Dataset entries
________________________________________
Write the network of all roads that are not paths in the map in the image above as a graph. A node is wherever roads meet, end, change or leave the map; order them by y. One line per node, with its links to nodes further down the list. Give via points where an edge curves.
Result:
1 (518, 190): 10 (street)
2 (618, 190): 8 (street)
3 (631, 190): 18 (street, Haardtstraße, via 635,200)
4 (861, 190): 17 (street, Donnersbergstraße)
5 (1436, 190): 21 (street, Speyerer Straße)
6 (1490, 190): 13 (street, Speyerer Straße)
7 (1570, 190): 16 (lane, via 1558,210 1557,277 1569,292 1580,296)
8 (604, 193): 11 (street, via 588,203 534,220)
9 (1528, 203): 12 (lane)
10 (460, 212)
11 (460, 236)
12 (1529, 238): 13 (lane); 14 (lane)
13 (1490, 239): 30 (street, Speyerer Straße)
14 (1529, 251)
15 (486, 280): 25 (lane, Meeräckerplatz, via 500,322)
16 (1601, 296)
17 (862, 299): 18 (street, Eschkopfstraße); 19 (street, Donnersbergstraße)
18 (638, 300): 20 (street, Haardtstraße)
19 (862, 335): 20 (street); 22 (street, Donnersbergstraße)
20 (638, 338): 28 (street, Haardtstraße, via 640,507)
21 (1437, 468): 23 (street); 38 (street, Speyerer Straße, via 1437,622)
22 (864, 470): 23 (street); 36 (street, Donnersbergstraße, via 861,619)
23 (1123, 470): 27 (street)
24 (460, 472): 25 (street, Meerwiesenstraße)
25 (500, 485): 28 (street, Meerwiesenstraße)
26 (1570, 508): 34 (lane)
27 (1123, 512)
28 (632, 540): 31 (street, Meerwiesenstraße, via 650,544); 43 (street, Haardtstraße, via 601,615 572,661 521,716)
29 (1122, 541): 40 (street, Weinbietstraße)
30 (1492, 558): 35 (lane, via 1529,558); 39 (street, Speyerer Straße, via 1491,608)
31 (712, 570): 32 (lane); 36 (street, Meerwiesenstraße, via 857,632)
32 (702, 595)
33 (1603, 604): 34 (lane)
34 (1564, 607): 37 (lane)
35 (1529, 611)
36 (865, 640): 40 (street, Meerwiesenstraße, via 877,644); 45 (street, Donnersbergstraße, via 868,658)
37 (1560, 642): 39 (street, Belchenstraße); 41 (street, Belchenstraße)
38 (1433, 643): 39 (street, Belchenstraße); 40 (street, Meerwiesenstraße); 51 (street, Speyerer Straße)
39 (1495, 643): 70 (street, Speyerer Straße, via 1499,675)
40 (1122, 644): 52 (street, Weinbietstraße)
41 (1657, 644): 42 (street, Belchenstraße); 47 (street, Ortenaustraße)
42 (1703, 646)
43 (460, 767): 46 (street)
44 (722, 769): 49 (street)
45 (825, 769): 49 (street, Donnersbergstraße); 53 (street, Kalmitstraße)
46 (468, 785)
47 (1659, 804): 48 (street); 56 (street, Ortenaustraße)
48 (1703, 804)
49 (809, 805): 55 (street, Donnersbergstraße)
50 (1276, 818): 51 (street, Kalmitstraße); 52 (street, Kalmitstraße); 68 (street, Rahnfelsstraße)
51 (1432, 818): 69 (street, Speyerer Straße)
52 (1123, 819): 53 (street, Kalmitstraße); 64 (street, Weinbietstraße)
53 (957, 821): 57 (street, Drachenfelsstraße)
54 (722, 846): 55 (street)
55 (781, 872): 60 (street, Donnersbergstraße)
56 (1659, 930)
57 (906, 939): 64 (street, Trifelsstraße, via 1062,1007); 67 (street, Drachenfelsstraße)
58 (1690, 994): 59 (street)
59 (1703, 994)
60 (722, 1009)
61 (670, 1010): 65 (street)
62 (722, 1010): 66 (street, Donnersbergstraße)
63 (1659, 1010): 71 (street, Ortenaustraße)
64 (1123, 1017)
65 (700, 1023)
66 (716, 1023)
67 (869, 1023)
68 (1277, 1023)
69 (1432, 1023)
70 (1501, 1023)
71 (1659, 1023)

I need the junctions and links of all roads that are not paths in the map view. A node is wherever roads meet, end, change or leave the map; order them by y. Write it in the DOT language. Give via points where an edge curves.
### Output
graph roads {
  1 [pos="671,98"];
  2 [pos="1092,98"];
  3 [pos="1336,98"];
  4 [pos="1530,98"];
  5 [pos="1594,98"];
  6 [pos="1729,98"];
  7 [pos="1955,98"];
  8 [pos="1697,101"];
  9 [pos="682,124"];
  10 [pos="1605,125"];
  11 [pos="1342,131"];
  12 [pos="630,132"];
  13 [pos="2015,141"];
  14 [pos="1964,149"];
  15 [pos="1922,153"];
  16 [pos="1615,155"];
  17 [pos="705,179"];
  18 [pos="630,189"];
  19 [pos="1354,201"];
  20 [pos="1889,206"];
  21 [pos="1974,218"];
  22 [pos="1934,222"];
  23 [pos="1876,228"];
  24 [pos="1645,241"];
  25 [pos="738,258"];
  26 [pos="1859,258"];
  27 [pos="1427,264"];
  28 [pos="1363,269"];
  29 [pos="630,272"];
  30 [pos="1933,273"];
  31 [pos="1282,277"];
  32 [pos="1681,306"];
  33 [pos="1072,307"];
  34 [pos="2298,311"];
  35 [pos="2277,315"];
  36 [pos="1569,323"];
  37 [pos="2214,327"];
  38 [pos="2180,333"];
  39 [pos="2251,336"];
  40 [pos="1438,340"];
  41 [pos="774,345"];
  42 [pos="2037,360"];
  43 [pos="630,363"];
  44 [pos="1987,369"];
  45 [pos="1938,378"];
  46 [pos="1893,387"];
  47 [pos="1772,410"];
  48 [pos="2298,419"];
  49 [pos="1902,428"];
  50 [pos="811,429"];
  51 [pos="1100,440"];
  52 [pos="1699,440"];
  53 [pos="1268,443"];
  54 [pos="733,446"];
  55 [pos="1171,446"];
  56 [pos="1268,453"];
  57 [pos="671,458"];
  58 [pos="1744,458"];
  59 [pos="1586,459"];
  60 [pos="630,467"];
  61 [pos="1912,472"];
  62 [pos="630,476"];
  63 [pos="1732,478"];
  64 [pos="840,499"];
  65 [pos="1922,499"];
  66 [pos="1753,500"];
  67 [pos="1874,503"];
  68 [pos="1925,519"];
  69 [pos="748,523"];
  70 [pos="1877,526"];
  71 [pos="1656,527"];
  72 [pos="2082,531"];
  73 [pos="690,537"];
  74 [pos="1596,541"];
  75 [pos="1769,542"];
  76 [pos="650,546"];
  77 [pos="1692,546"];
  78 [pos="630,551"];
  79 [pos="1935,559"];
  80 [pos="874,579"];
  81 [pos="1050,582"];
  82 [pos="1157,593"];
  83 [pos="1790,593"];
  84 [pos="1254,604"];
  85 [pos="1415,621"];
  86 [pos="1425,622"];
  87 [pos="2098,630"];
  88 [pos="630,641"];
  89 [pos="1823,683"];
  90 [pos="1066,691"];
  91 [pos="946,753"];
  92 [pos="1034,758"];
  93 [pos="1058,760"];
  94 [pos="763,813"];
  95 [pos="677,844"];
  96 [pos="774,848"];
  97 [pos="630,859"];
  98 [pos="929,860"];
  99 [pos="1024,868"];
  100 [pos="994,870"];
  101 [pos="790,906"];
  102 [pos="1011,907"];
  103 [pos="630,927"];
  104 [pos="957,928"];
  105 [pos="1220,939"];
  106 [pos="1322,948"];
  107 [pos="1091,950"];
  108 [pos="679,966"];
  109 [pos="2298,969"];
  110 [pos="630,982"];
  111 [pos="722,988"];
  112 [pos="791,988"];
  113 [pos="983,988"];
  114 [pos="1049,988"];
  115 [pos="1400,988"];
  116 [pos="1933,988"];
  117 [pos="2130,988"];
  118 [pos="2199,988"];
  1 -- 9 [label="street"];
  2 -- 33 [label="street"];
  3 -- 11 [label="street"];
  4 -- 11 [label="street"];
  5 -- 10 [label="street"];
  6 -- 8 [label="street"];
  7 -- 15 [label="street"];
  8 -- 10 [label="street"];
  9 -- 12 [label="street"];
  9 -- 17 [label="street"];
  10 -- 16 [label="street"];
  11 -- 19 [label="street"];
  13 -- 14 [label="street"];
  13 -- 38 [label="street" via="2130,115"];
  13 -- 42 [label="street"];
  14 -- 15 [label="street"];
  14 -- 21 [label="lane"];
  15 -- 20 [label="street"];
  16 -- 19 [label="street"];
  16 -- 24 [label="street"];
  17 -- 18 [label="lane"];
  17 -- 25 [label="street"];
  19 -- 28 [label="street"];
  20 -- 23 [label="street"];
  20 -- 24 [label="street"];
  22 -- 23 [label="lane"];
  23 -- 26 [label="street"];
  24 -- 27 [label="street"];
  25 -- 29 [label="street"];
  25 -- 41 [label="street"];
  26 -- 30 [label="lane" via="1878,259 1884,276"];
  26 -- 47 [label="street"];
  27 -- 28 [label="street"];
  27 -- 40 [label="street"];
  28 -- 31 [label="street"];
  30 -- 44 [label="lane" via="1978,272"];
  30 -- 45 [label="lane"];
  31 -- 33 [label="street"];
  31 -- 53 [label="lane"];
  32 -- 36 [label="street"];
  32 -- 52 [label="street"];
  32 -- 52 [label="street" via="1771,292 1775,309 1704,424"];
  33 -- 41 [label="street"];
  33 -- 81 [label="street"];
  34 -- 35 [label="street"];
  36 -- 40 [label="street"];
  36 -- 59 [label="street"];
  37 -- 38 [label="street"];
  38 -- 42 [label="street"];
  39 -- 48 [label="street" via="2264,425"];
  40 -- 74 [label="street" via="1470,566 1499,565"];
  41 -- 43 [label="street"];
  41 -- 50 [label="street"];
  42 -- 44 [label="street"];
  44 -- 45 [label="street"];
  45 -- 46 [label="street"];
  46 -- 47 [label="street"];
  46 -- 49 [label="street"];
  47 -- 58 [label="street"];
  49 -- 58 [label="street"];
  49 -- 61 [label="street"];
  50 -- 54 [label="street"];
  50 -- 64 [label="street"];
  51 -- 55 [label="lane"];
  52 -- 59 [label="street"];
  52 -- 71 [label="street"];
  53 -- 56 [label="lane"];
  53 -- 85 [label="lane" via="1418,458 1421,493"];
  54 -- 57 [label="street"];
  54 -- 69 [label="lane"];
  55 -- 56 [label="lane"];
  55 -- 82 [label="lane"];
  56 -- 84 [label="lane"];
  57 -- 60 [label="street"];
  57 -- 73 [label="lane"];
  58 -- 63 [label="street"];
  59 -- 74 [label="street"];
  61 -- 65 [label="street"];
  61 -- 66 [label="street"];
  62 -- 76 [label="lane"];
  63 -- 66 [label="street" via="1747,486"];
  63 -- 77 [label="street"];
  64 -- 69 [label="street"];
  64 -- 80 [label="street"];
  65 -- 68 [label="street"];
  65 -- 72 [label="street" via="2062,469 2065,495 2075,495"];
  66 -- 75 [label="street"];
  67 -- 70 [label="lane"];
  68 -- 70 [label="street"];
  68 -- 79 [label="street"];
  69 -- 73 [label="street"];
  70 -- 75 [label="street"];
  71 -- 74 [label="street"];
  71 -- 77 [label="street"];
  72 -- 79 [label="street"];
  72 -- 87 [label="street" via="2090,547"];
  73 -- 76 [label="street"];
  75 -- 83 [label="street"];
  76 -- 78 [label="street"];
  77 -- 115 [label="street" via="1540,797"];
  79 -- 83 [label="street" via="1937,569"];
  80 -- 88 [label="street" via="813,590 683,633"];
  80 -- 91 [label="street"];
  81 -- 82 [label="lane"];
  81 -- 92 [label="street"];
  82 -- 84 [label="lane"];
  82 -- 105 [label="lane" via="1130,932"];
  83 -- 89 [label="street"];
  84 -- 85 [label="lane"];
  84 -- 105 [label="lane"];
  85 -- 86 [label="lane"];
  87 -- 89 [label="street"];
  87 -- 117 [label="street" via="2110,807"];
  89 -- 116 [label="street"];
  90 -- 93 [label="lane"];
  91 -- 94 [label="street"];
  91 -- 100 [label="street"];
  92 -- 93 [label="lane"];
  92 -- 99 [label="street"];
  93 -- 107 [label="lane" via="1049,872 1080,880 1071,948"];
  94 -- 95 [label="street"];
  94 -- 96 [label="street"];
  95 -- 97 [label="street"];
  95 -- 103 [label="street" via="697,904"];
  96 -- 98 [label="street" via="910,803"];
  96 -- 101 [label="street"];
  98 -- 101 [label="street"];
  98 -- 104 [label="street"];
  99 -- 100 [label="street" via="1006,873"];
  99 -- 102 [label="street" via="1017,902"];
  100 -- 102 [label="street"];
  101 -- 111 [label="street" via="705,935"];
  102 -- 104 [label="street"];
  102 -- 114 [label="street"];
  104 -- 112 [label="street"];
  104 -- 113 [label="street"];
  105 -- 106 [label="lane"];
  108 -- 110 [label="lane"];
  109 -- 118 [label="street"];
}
________________________________________
**TASK INSTRUCTIONS:**
Extract every line above containing the word "meet".

**EXERCISE RESULT:**
Write the network of all roads that are not paths in the map in the image above as a graph. A node is wherever roads meet, end, change or leave the map; order them by y. One line per node, with its links to nodes further down the list. Give via points where an edge curves.
I need the junctions and links of all roads that are not paths in the map view. A node is wherever roads meet, end, change or leave the map; order them by y. Write it in the DOT language. Give via points where an edge curves.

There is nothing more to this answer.